Delete from End (Circular Linked List)
In a singly circular list, the last node is easy to reach via tail, but its predecessor is not—so you walk from head until cur->next == tail. Then point the predecessor at tail->next (first node), free(tail), and return the predecessor as the new tail. Time O(n) in the list length.

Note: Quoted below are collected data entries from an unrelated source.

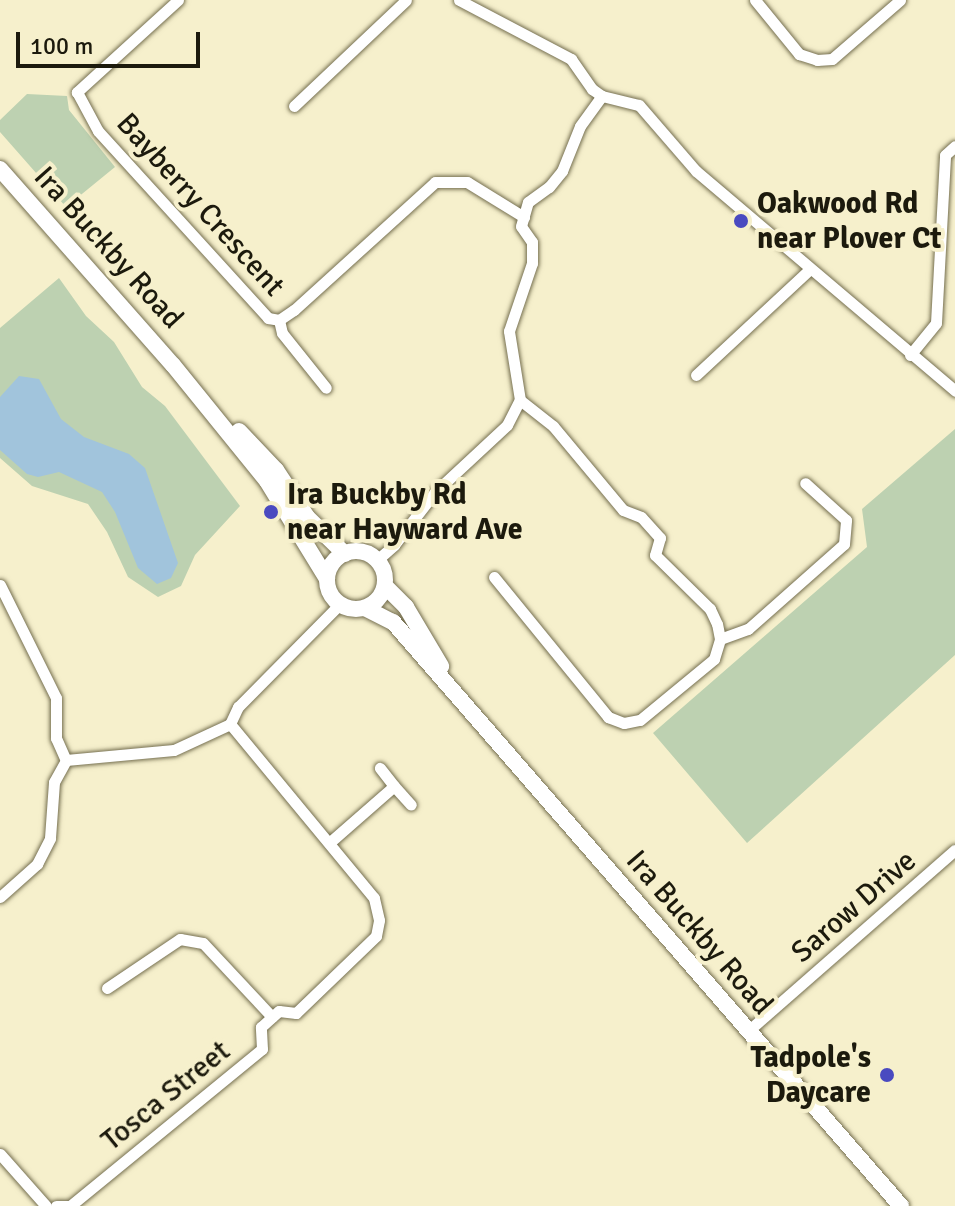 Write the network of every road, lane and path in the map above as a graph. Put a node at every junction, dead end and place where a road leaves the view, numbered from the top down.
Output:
1 (178, 0) edge
2 (406, 0) edge
3 (459, 0) edge
4 (755, 0) edge
5 (900, 0) edge
6 (602, 96) junction
7 (294, 106) dead end
8 (955, 146) edge
9 (0, 169) edge
10 (524, 217) junction
11 (810, 269) junction
12 (279, 320) junction
13 (910, 355) junction
14 (173, 365) junction
15 (696, 375) dead end
16 (326, 388) dead end
17 (955, 391) edge
18 (520, 400) junction
19 (805, 483) dead end
20 (345, 554) junction
21 (377, 560) junction
22 (494, 577) dead end
23 (327, 579) junction
24 (0, 585) edge
25 (385, 586) junction
26 (340, 604) junction
27 (365, 608) junction
28 (720, 639) junction
29 (458, 695) junction
30 (230, 724) junction
31 (66, 760) junction
32 (380, 768) dead end
33 (394, 786) junction
34 (411, 805) dead end
35 (329, 843) junction
36 (955, 850) edge
37 (0, 897) edge
38 (107, 988) dead end
39 (272, 1017) junction
40 (748, 1031) junction
41 (0, 1154) edge
42 (46, 1206) edge
43 (56, 1206) edge
44 (901, 1206) edge

1 - 12 street, Bayberry Crescent
2 - 7 street
3 - 6 street
4 - 5 street
6 - 10 street
6 - 11 street
8 - 13 street
9 - 14 street, Ira Buckby Road
10 - 12 street, Bayberry Crescent
10 - 18 street
11 - 13 street
11 - 15 street
12 - 16 street
13 - 17 street
14 - 20 street, Ira Buckby Road
14 - 23 street, Ira Buckby Road
18 - 21 street
18 - 28 street
19 - 28 street
20 - 21 street
20 - 23 street
21 - 25 street
22 - 28 street
23 - 26 street
24 - 31 street
25 - 27 street
25 - 29 street, Ira Buckby Road
26 - 27 street
26 - 30 street
27 - 29 street, Ira Buckby Road
29 - 40 street, Ira Buckby Road
30 - 31 street
30 - 35 street
31 - 37 street
32 - 33 street
33 - 34 street
33 - 35 street
35 - 39 street
36 - 40 street, Sarow Drive
38 - 39 street
39 - 43 street, Tosca Street
40 - 44 street, Ira Buckby Road
41 - 42 street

C program (return new tail)
Build 10 20 30 with insert_end, then call delete_end three times. Assign tail = delete_end(tail); each time.
- One node:
free(tail), returnNULL. - Otherwise: find second-to-last, close ring to
head, free old tail, return new tail.
#include <stdio.h>
#include <stdlib.h>
struct Node {
int data;
struct Node *next;
};
struct Node *insert_end(struct Node *tail, int data)
{
struct Node *newNode = malloc(sizeof(struct Node));
if (newNode == NULL)
return tail;
newNode->data = data;
if (tail == NULL) {
newNode->next = newNode;
return newNode;
}
newNode->next = tail->next;
tail->next = newNode;
return newNode;
}
struct Node *delete_end(struct Node *tail)
{
if (tail == NULL)
return NULL;
struct Node *head = tail->next;
if (head == tail) {
free(tail);
return NULL;
}
struct Node *cur = head;
while (cur->next != tail)
cur = cur->next;
cur->next = tail->next;
free(tail);
return cur;
}
void print_list(struct Node *tail)
{
if (tail == NULL) {
printf("\n");
return;
}
struct Node *head = tail->next;
struct Node *cur = head;
do {
printf("%d ", cur->data);
cur = cur->next;
} while (cur != head);
printf("\n");
}
int main(void)
{
struct Node *tail = NULL;
tail = insert_end(tail, 10);
tail = insert_end(tail, 20);
tail = insert_end(tail, 30);
print_list(tail); /* 10 20 30 */
tail = delete_end(tail);
tail = delete_end(tail);
tail = delete_end(tail);
print_list(tail); /* empty list: newline only */
return 0;
}
Program output
10 20 30
First print_list shows the list. After three delete_end calls, the second print_list prints only a newline (no numbers).
Walk to second-to-last
head → 10 → 20 → 30 ─┘
▲ cur stops here (cur→next == tail)
└── new tail after delete
Complexity summary
| Operation | Time | Notes |
|---|---|---|
delete_end | O(n) | Find predecessor of tail. |
delete_begin | O(1) | Contrast: delete from beginning. |
Compare Delete from End (SLL) — same predecessor walk, but CLL links the predecessor back to head instead of NULL.